:: Provided data ::
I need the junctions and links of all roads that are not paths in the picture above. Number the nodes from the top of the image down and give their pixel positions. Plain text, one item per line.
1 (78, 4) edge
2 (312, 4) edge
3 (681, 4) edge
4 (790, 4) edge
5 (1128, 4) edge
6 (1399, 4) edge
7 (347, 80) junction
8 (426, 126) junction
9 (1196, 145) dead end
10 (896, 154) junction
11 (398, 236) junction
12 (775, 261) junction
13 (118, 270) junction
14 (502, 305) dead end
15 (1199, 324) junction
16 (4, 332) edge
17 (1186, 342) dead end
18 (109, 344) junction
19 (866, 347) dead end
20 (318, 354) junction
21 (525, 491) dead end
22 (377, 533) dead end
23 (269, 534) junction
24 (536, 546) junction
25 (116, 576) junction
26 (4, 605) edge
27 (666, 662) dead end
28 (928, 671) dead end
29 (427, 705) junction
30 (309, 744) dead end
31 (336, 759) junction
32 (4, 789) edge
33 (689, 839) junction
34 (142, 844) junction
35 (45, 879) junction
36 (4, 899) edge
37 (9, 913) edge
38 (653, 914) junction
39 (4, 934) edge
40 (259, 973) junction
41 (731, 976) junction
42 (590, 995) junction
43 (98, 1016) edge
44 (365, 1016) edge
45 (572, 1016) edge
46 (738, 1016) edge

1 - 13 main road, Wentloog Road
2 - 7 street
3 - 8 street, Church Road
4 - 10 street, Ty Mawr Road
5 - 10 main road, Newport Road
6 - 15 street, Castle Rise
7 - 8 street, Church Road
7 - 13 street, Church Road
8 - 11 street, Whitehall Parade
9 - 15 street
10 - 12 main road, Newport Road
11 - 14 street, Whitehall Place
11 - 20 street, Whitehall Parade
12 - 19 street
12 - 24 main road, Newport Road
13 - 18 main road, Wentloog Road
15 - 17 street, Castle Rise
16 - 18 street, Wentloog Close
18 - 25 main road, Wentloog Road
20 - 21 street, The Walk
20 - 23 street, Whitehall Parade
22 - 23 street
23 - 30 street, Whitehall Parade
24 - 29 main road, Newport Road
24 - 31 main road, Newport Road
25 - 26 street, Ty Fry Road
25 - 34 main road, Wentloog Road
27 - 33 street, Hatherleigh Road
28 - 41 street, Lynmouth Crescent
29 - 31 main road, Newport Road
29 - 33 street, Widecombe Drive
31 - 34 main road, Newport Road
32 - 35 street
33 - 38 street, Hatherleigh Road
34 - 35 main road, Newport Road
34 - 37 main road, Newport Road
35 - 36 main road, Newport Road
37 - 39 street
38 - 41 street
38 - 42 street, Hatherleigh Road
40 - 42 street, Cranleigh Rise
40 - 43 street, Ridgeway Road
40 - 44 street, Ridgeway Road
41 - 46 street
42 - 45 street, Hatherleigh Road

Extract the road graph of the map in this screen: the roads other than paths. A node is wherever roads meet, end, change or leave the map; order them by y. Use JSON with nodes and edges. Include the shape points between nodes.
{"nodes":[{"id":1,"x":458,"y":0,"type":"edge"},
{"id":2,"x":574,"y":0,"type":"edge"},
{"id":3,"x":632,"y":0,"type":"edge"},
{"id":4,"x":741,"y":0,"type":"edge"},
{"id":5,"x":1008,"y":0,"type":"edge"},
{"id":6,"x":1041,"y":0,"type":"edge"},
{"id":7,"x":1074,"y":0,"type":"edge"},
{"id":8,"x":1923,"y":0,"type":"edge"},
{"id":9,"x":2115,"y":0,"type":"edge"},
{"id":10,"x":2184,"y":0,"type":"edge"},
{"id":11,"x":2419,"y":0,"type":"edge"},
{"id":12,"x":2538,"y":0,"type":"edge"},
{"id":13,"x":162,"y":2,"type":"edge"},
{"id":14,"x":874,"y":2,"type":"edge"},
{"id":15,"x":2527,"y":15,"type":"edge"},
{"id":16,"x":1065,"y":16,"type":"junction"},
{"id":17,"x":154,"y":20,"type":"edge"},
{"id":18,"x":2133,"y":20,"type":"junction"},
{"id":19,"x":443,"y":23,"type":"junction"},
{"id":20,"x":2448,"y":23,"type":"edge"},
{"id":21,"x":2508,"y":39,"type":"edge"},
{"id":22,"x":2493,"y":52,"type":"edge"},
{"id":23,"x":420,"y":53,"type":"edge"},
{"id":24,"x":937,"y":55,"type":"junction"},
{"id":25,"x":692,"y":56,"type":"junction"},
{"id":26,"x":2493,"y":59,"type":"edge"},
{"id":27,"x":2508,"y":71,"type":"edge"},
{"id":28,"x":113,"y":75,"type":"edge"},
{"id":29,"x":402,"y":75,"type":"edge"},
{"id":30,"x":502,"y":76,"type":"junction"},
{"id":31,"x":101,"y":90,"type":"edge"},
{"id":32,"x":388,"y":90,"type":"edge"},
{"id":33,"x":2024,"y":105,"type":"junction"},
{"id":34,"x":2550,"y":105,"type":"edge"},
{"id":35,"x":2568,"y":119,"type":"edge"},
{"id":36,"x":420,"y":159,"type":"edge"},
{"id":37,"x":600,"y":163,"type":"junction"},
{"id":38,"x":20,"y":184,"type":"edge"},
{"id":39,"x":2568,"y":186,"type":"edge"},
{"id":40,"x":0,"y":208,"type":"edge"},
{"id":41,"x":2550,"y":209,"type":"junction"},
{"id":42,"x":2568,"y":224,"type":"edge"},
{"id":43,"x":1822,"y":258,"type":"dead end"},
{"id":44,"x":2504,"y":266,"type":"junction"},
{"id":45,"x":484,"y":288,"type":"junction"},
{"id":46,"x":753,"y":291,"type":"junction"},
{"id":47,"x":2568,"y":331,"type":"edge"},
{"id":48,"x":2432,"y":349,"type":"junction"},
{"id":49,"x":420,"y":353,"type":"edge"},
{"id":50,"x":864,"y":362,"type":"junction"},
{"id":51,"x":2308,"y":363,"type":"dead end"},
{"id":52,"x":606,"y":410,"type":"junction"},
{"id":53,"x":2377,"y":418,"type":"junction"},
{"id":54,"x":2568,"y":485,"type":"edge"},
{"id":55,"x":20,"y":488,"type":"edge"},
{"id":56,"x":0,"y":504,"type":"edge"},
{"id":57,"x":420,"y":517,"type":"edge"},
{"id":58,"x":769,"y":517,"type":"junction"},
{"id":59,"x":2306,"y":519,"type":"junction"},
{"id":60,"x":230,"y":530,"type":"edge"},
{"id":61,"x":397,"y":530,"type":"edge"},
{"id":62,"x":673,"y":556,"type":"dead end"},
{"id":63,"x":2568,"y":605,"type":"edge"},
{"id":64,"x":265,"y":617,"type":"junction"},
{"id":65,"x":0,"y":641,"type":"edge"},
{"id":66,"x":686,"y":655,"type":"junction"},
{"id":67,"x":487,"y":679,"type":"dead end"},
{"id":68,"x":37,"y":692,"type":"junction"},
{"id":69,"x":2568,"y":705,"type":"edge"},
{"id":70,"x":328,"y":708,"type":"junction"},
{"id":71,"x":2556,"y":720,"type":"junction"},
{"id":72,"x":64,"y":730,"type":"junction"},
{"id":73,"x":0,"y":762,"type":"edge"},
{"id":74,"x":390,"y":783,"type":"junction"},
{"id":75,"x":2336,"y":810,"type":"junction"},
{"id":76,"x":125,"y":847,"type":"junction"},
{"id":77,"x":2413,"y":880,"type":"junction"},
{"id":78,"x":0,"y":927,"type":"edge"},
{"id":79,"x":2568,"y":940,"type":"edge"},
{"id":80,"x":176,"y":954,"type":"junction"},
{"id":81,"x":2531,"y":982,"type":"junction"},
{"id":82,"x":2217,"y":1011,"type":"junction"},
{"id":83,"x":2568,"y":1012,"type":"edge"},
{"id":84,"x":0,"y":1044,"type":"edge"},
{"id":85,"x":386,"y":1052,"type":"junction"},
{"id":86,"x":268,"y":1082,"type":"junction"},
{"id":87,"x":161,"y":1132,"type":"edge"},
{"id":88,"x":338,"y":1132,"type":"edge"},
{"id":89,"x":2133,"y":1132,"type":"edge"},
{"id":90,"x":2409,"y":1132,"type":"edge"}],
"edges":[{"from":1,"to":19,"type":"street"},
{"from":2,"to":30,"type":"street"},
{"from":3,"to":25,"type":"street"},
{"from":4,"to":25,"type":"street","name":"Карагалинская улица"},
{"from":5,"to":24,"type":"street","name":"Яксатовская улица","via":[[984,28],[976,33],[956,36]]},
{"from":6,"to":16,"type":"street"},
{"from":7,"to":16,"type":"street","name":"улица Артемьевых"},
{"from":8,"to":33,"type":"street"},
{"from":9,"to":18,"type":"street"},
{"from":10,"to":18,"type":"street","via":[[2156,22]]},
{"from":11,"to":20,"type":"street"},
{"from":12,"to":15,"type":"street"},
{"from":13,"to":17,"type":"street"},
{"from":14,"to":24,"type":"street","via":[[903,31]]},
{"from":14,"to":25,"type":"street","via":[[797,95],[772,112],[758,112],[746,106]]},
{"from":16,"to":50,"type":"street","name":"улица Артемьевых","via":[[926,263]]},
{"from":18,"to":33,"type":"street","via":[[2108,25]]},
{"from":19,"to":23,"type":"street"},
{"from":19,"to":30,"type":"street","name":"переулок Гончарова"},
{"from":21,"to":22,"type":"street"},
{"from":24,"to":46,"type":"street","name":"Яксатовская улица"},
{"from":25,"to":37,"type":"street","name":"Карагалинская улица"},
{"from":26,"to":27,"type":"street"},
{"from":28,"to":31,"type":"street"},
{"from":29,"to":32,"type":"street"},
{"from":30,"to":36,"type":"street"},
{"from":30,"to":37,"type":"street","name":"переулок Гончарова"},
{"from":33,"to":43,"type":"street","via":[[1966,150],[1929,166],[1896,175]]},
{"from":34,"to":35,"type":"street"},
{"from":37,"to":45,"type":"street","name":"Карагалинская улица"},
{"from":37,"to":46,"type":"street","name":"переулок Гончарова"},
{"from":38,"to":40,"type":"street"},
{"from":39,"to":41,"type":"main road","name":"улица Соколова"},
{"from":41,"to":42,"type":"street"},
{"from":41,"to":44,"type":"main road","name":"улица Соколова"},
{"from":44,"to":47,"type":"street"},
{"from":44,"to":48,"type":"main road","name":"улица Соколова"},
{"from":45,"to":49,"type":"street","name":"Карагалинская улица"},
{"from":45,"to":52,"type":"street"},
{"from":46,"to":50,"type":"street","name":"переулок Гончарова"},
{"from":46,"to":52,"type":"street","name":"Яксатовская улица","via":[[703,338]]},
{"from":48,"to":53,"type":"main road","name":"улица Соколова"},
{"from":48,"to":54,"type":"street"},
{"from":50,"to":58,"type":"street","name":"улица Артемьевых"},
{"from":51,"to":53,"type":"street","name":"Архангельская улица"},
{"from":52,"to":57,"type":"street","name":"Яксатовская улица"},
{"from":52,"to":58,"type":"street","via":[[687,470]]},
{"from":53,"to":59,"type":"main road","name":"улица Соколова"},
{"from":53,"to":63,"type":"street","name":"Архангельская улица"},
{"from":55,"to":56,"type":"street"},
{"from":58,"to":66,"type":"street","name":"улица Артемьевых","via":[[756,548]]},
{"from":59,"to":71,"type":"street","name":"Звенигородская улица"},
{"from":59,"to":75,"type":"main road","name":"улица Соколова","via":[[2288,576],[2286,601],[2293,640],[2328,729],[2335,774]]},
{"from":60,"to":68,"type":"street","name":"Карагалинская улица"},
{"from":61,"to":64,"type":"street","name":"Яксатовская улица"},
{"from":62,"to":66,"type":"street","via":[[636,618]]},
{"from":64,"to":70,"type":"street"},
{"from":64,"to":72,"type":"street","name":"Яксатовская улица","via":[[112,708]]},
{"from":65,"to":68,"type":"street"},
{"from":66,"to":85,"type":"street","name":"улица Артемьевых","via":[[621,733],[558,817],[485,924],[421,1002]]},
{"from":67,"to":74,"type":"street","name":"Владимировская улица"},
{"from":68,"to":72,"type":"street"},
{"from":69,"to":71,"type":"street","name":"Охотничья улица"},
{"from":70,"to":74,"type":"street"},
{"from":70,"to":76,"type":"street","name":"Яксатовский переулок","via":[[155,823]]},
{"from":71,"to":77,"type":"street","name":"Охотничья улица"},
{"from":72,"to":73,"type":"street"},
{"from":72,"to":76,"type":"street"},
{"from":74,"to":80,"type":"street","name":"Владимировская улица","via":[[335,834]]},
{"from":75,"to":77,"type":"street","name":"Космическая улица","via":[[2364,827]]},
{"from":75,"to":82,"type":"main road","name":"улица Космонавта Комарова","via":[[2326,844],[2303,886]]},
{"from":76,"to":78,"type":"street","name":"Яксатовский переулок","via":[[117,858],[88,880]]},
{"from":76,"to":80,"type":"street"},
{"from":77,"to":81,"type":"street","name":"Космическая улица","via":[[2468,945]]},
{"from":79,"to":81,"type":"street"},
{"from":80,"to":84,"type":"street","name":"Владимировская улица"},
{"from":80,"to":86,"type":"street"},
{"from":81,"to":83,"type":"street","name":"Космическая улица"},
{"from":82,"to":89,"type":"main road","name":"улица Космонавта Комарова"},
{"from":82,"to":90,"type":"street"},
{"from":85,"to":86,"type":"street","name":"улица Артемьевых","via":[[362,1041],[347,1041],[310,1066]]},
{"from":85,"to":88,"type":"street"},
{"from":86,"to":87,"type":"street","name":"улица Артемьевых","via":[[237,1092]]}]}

:: The problem ::
For every line in the listing above that contains "Ridgeway", copy that line.

:: Solution ::
40 - 43 street, Ridgeway Road
40 - 44 street, Ridgeway Road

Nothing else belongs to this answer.